◆ REQUIRED ACTION
Please return the lines of the data below, word for word, from the first line through the line containing "Bounding boxes for".

◆ SUPPLIED MATERIAL

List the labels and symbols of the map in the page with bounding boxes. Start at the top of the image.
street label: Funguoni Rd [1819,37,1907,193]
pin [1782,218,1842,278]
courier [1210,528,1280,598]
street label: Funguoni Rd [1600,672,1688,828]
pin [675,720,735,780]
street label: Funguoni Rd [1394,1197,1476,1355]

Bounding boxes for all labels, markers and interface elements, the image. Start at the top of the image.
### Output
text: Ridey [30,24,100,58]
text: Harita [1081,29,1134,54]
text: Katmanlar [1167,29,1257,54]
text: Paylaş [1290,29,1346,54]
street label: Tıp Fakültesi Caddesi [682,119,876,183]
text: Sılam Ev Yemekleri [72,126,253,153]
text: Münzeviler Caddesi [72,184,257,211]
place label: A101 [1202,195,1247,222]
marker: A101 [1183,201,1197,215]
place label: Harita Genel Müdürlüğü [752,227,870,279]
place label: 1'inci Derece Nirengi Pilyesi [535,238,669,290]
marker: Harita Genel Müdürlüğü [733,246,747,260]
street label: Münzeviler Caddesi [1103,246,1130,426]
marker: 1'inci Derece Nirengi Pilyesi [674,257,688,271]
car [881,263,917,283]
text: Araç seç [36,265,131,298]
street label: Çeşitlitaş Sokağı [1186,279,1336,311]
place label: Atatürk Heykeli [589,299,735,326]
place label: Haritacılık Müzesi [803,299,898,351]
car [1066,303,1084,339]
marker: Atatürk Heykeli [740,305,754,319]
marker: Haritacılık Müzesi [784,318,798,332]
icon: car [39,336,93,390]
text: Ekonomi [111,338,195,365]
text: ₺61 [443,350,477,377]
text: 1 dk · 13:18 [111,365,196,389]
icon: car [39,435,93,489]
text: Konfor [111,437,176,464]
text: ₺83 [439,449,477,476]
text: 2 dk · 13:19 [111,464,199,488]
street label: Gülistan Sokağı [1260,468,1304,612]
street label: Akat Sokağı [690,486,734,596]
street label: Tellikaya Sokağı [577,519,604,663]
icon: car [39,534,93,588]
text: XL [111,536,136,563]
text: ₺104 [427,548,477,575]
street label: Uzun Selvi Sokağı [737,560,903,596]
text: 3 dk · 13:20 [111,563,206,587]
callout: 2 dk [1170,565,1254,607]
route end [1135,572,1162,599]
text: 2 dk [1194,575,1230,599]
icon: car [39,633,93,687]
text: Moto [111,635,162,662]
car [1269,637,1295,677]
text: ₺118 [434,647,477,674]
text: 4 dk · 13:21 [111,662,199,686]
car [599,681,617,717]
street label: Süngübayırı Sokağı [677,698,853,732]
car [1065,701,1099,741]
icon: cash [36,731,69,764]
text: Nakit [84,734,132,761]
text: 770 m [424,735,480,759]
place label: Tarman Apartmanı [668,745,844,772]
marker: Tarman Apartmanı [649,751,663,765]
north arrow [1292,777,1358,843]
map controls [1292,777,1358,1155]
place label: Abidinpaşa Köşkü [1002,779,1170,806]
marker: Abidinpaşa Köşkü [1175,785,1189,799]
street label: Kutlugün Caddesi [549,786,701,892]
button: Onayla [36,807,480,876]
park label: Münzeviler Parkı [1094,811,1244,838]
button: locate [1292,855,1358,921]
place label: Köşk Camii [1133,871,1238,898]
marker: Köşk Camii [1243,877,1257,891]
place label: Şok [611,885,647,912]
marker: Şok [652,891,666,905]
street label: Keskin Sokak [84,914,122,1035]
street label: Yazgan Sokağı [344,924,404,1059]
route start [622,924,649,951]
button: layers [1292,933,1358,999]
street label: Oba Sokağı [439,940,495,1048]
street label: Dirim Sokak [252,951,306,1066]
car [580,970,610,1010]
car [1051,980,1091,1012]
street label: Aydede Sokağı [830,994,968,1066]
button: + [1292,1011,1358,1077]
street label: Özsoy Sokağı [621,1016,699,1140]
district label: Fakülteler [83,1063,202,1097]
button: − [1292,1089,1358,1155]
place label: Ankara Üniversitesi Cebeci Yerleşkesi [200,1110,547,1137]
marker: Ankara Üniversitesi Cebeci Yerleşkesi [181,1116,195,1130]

◆ WRITTEN ANSWER
List the labels and symbols of the map in the page with bounding boxes. Start at the top of the image.
street label: Funguoni Rd [1819,37,1907,193]
pin [1782,218,1842,278]
courier [1210,528,1280,598]
street label: Funguoni Rd [1600,672,1688,828]
pin [675,720,735,780]
street label: Funguoni Rd [1394,1197,1476,1355]

Bounding boxes for all labels, markers and interface elements, the image. Start at the top of the image.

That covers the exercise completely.